Notebook: Locking Longhorns

Detroit wide receiver Roy Williams and Vikings cornerback Cedric Griffin practiced against each other for three years at the University of Texas, and they gave each other mutual respect this week. Plus, get more on the Lions' receivers and see Rod Marinelli's answer to Brad Childress' "competitive advantage."

What Roy Williams has done for the Detroit Lions this year should come as no surprise, as his numbers pretty well mirror his production from his days at the University of Texas.

And his production in 2006 doesn't surprise Vikings cornerback Cedric Griffin either. Griffin lined up against Williams every day in practice for three years when the two were teammates with the Longhorns.

"He's a physical guy at times and he knows how to play the wide receiver position," Griffin said. "His hands are incredible. He can catch, he can jump. He's fast, and he has a tough mind. When you've got all that at the receiver position, he can pretty much dominate a lot of DBs out there."

When he was with the Longhorns, Williams averaged 16.0 yards per catch and averaged nearly 1,000 yards per season. With the Lions this year, Williams has 1,043 yards in 12 games and is averaging 16.6 yards per catch.

"I don't really see a lot of difference because I saw a lot of him. The only thing I see now is that his routes are getting a little more defined and I'm pretty sure the wide receiver coach got with him and coached him up on doing the little techniques that he can do better," Griffin said. "Other than that, I've seen so much of Roy that nothing is really different for me."

Griffin said that other than practicing against Williams and having a few classes with him, the two didn't do much off the field.

But the mutual respect remains.

"They got a steal in the second round," Williams said of Griffin. "To me, I thought he was a first-round guy. He's really come a long way. When he first got there, would I say he was a first- or second-rounder? No, but as I watched him grow and watched him play more and more games at the University of Texas, he grew into a first-rounder in my eyes, so the Vikings got a good steal in that package."

While Williams said he'd rank Griffin with the physical corners of the league, maybe behind Quentin Jammer and Al Harris, Griffin didn't think his opportunity to go against Williams on a regular basis would come this soon.

"I pictured that one day I'd line up against him. I didn't know it would be so soon, but when I go out there I'll be ready to go," Griffin said.


The Lions have an interesting set of receivers. With their release of Charles Rogers earlier this year and Mike Williams seemingly a non-factor with the new coaching staff in Detroit, Mike Furrey has Roy Williams beat in receptions, 65 to 63.
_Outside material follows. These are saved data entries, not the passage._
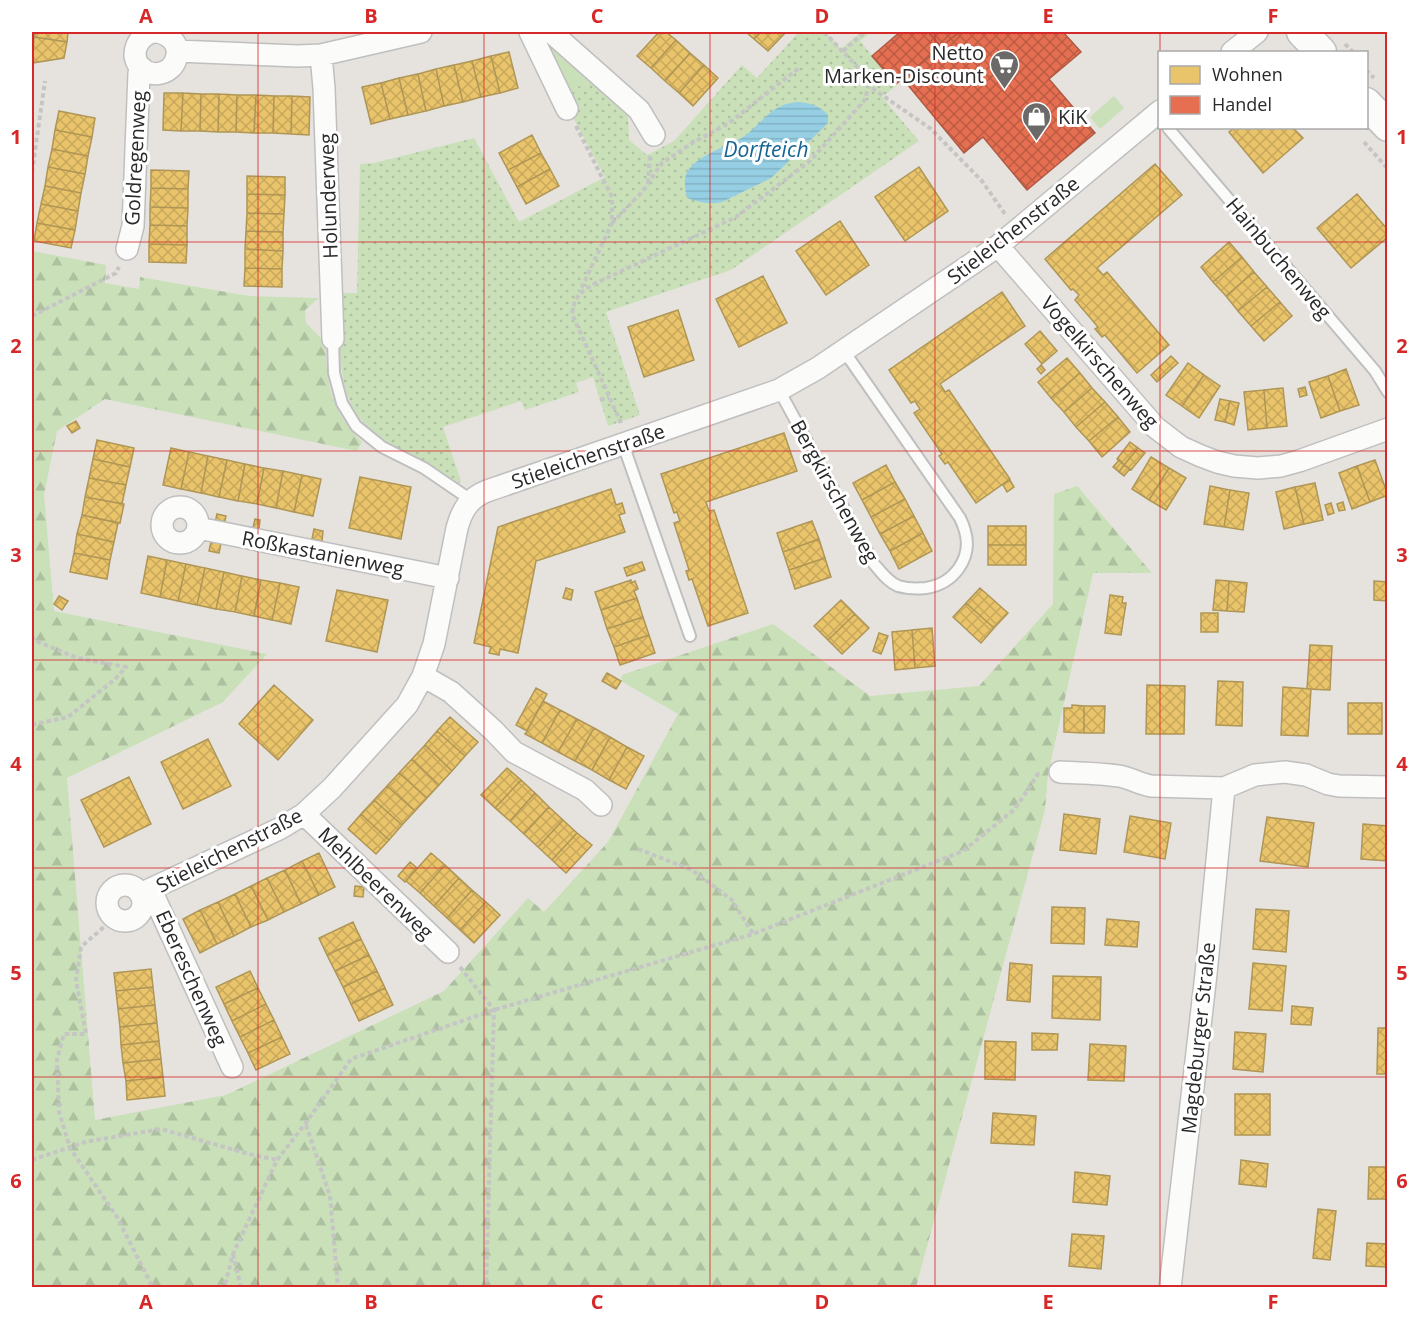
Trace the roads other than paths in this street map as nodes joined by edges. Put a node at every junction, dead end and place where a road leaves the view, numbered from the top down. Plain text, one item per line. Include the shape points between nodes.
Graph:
1 (155, 32) edge
2 (421, 32) edge
3 (530, 32) edge
4 (551, 32) edge
5 (1257, 32) edge
6 (1302, 32) edge
7 (177, 51) junction
8 (1233, 51) edge
9 (1320, 51) edge
10 (321, 55) junction
11 (142, 68) junction
12 (1368, 105) edge
13 (567, 109) road end
14 (1158, 119) edge
15 (1388, 126) edge
16 (1171, 129) edge
17 (654, 135) road end
18 (998, 246) junction
19 (127, 249) road end
20 (333, 339) joint
21 (844, 351) junction
22 (779, 390) junction
23 (1388, 392) edge
24 (1388, 429) edge
25 (626, 443) junction
26 (471, 500) junction
27 (198, 528) dead end
28 (448, 578) junction
29 (690, 636) dead end
30 (423, 676) junction
31 (1060, 772) road end
32 (1388, 787) edge
33 (1224, 788) junction
34 (601, 805) dead end
35 (303, 814) junction
36 (146, 892) junction
37 (112, 915) road end
38 (448, 952) road end
39 (232, 1067) dead end
40 (1170, 1287) edge

1 - 7 street via 171,37
1 - 11 street via 147,33 136,45 137,62
2 - 10 street
3 - 13 street
4 - 17 street via 639,110
5 - 8 street
6 - 9 main road
7 - 10 street
7 - 11 street via 172,67 165,72 149,73
10 - 20 street, Holunderweg
11 - 19 street, Goldregenweg via 133,226
12 - 15 main road
14 - 18 street, Stieleichenstraße
16 - 23 lane, Hainbuchenweg via 1375,371
18 - 21 street, Stieleichenstraße
18 - 24 street, Vogelkirschenweg via 1155,427 1182,447 1234,466 1281,466
20 - 26 lane via 334,373 342,403 356,426 382,447 424,468
21 - 22 street, Stieleichenstraße
21 - 22 lane, Bergkirschenweg via 960,518 966,532 966,551 963,563 947,581 914,590 885,577 874,564
22 - 25 street, Stieleichenstraße
25 - 26 street, Stieleichenstraße
25 - 29 lane
26 - 28 street, Stieleichenstraße via 457,528
27 - 28 street, Roßkastanienweg
28 - 30 street, Stieleichenstraße
30 - 34 street via 457,697 514,752 585,790
30 - 35 street, Stieleichenstraße via 406,705 332,788
31 - 33 street via 1118,776 1151,786
32 - 33 street via 1339,786 1285,772 1255,776
33 - 40 street, Magdeburger Straße
35 - 36 street, Stieleichenstraße
35 - 38 street, Mehlbeerenweg
36 - 37 street, Stieleichenstraße via 135,917 123,921
36 - 39 street, Ebereschenweg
And then there is their new "weapon," backup quarterback Josh McCown, who has been used for depth at receiver as well lately.

"Josh is a role guy; all he wants to do is win. He's too athletic to just sit on the bench. He wants to help the team win, and once Corey Bradford went out, Mike Williams does not play in that package that Josh played in, so that's why Josh was out there on the field more than Mike was," Williams said, who joked that McCown getting an offensive pass interference penalty last Sunday against New England officially put McCown in the receiver ranks.

Vikings safety Dwight Smith knew that McCown has two catches, but he wasn't concerned about what Detroit does.

"We don't prepare for other teams, we prepare for the Vikings. We're the only team that can beat us," Smith said.

Nevertheless, Vikings fans will remember that McCown was the quarterback who escaped the pocket and connected with WR Nate Poole for the game-winning touchdown against the Vikings when they were members of the Arizona Cardinals. That 18-17 loss in the regular-season finale in 2003 kept the 9-7 Vikings out of the playoffs.


Vikings coach Brad Childress declined to name (or confirm) his starting quarterback again on Friday, but Lions coach Rod Marinelli seems to think it will be Brad Johnson behind center on Sunday.

"I'm preparing for Brad, if not Brad, I think we'll be in good shape," Marinelli said. "We have our blitz packages ready for Brad and for (Tarvaris Jackson). It wouldn't change the blitzes. It would all be basically the same. Now, as a four-man rush, you're a little bit more aware - Brad will always (be) working as a step up guy, ok? This guy can take off lateral on us, but we're aware of that and we've got to adjust in the game as it goes."

Likewise, Marinelli declined to name his starting cornerback opposite Dre' Bly. Fernando Bryant is out with a concussion, leaving Marinelli to decide between Jamar Fletcher, Keith Smith and Stanley Wilson.


  • Running back Chester Taylor (ribs) remains doubtful going into the Detroit game. He took some reps Friday in practice, but there wasn't any contact.

  • Backup QB Brooks Bollinger (shoulder) was upgraded to questionable, but don't expect him to start. More than likely, he'll be the emergency QB.

  • Marcus Johnson isn't on the injury report, but Mike Rosenthal is expected to start at right tackle with Ryan Cook rotating. Look for Marcus Johnson to be deactivated again.

  • Guard Artis Hicks (ankle) is also questionable.